What if Shakespeare's Lord and Lady Macbeth had been temporally transported into twenty-first century Britain? They would certainly be reincarnated into the insidious Francis Urquhart and his formidable spouse Elizabeth. In their new personae, 'MacUrquhart' would still be haunted by guilty visions but would shed any qualms about committing murder in the interests of power, and 'Lady MacUrquhart' would waste no more time sleepwalking but sustain her role as the actual but invisible control over the man with titular authority.
The "House of Cards Trilogy," which includes "To Play the King" and "Final Cut," not only portrays such a ghastly scenario, but also demonstrates the disastrous consequences for a post-modern Britain when such a pair first insinuates itself into a position of power and then seizes and maintains an unrelenting grip on that power, even if, in the final analysis, it has to provoke a bloody war to do so. Thanks to Andrew Davies' darkly comedic script, Ian Richardson's brilliant portrayal of Francis, and a splendid supporting cast, the viewer is locked in suspense and held in a state somewhere between laughing and cringing at the political shenanigans, too many of which resound with an uncomfortable ring of contemporary probability.
The humor derives from Richardson as Francis, who ruptures the invisible barrier between illusion and reality by taking the audience into his confidence. In "House of Cards" he does this with such wry wit that viewers are drawn easily into his thrall, so much so that despite their better natures and common sense, they find themselves liking and identifying with this charming unapologetic scoundrel. Somewhere in the middle of "To Play the King," however, they realize, to their increasing horror, that by sharing in his most intimate thoughts, they have actually become co-conspirators in the machinations of Urquhart, who in a literal blink of the eye transforms congeniality into the mesmerizing malevolence of a king cobra. By the time they have become absorbed in the plot of "Final Cut," they are inextricably tied to Urquhart's fate, as on a runaway train. Thus the scenario becomes metaphorical for the public's unfortunate propensity to be seduced by plausible but unscrupulous politicians who draw them into situations that they might not realize are unsupportable until it is too late. The repeated use in "To Play the King" of Urquhart's initials, F.U., illustrates this proposition.
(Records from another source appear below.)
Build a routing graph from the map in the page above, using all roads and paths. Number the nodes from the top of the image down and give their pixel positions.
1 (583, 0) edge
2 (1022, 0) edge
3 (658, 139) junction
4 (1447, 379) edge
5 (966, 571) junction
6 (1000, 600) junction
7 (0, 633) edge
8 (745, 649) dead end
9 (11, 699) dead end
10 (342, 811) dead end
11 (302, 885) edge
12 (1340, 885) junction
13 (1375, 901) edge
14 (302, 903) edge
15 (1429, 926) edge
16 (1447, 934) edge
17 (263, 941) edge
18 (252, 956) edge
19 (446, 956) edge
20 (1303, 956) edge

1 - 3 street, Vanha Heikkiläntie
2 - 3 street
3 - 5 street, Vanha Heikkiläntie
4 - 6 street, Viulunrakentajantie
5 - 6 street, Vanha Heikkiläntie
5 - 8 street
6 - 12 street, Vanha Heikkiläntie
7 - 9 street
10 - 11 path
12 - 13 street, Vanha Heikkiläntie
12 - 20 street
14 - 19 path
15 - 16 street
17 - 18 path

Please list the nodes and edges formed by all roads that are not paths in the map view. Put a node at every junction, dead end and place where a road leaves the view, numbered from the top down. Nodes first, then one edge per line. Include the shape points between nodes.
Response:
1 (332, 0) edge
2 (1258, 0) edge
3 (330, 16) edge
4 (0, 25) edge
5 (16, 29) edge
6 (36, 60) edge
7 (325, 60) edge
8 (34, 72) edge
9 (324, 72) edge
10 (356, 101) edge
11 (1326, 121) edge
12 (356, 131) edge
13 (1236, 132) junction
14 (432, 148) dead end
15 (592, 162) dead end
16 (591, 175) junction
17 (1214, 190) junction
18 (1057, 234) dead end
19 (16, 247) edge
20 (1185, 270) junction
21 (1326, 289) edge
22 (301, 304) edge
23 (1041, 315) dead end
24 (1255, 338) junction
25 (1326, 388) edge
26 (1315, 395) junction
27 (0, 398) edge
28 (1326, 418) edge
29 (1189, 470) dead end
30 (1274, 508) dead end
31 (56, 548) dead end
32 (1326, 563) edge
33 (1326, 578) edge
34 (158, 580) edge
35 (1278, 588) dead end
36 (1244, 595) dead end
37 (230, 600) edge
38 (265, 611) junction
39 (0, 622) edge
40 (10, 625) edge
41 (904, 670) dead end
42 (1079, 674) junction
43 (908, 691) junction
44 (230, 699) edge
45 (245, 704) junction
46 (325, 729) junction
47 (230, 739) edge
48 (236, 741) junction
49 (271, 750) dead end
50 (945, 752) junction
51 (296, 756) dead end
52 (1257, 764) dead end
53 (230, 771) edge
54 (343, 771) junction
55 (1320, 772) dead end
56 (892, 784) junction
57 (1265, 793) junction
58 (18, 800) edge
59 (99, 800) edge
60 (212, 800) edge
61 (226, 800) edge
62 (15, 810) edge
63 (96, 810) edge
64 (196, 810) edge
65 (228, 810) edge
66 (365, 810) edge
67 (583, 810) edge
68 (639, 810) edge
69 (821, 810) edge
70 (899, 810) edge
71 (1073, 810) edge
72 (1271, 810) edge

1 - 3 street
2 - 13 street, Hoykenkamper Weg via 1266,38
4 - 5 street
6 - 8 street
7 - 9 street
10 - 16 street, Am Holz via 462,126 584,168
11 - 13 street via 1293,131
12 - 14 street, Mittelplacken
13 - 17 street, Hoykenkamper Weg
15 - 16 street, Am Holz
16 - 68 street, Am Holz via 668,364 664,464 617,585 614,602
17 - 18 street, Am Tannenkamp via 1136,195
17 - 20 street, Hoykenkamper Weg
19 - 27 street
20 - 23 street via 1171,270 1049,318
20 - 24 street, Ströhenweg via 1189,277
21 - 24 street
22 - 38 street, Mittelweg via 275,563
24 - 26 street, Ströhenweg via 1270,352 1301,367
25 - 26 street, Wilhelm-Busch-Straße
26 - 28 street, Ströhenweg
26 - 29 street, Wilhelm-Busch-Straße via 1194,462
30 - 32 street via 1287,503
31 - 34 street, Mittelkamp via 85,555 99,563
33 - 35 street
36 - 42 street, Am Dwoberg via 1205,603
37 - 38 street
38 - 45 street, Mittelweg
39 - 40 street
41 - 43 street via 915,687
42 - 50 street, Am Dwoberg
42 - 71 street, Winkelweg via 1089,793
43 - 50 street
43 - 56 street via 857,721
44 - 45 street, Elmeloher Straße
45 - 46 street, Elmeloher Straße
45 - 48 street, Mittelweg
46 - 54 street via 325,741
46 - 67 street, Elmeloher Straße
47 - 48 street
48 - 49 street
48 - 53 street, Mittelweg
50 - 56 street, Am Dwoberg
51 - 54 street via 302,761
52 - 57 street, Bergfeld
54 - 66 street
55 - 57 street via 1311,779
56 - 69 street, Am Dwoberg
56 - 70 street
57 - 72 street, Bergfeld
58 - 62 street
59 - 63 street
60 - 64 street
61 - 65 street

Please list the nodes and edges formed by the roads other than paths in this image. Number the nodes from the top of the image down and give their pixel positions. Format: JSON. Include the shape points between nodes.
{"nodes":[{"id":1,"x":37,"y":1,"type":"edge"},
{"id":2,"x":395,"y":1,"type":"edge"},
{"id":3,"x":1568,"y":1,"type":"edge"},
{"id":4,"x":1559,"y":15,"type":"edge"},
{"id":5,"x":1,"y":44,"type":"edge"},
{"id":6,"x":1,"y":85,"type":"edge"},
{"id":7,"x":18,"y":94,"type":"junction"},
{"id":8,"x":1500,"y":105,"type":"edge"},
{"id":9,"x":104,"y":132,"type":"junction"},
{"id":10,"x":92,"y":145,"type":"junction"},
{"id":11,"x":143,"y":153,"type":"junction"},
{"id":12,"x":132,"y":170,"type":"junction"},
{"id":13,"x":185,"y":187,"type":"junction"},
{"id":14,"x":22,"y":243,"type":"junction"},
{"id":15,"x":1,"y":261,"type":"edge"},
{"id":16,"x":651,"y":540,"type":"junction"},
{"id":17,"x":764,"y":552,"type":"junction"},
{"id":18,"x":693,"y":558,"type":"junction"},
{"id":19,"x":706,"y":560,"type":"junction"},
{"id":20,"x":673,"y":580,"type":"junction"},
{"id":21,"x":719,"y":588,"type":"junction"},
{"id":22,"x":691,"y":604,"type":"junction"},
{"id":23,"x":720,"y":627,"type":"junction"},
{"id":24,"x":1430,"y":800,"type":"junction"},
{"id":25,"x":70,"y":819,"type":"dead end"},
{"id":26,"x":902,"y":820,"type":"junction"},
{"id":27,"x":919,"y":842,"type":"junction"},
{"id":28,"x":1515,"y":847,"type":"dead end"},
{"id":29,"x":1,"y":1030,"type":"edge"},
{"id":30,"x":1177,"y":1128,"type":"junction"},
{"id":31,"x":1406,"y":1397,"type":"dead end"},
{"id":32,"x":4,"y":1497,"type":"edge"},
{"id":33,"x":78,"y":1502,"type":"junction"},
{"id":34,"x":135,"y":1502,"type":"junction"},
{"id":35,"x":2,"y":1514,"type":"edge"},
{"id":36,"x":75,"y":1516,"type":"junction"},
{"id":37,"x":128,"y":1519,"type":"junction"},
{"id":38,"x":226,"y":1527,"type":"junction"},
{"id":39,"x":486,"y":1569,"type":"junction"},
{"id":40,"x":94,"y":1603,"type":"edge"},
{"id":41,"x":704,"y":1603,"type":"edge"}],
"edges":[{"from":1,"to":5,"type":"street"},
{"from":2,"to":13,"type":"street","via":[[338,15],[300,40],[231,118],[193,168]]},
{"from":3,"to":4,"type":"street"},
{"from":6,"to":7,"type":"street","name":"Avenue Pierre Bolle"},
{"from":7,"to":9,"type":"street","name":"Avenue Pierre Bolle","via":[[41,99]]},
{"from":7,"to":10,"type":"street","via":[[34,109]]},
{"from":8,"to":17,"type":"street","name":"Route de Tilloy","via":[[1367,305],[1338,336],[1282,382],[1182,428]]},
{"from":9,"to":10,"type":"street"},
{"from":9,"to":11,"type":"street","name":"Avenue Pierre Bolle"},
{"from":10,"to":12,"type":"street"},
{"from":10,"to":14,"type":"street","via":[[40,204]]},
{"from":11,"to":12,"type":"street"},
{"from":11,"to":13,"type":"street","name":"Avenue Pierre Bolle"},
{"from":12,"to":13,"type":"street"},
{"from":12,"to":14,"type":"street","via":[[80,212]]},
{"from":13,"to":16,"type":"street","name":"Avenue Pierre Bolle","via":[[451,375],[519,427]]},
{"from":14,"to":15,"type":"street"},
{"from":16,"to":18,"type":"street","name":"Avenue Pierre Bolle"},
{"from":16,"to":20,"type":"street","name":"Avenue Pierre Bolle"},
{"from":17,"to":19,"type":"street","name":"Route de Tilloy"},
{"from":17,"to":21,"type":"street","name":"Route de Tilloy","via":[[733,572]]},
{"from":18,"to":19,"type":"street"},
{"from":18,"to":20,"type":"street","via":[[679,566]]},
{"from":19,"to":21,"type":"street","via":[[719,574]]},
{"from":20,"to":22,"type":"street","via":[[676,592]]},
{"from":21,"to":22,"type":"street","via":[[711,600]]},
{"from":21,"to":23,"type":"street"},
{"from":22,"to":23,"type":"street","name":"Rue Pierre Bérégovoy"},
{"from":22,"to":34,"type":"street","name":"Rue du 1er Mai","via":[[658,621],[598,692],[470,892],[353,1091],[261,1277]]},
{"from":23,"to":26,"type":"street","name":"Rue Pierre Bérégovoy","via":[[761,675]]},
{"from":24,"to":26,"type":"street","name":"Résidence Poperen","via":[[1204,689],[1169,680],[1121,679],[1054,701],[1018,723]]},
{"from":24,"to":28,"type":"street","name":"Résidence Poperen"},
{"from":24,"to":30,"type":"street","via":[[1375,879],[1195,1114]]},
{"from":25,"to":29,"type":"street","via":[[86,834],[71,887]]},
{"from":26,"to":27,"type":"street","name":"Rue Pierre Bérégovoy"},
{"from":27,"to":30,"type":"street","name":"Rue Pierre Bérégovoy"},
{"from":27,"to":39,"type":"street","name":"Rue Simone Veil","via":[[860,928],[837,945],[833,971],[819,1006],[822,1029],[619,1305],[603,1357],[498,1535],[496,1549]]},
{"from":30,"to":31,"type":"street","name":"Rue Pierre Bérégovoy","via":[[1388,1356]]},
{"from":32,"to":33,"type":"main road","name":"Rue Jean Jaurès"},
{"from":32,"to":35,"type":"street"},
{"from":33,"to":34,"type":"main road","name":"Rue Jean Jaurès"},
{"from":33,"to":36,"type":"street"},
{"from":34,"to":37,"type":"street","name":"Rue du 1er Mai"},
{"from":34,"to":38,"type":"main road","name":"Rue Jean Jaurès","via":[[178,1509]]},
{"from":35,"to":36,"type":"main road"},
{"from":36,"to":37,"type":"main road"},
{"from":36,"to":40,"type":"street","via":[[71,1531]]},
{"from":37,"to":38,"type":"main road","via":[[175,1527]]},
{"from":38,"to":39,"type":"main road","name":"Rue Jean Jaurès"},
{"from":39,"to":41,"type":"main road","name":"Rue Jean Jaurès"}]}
The late Ian Richardson's ability to keep the audience enthralled in the destiny of this despicable rogue testifies to his incomparable subtlety as an actor, who will be sorely missed. The lynchpin of the tale, Richardson is amply supported by an ensemble cast, including Diane Fletcher as his horrific wife; Colin Jeavens as Tim Stamper, his `whip' who wields 'a bit of stick'; Nicholas Grace as Stamper's toadying successor, Geoffrey Booza-Pitt; and Nick Brimble as the sinister Corder. Among Urquhart's memorable victims are Michael Kitchen as the well-meaning king, Susanna Harker as the unstable Mattie Storrin, Kitty Aldrich as the altruistic Sarah, to name only a few. All characters in this cautionary tale are vulnerable to the enticements of power, even those who begin as honest idealists. When Corder informs the nobly motivated Tom Makepeace, who eventually succeeds Urquhart as leader of the party, that "we"--meaning Corder, Elizabeth, and the rest--are "right behind" him, one understands the story's message that all politicians, even those with the best of motives, are liable to being corrupted absolutely by the acquisition of absolute power.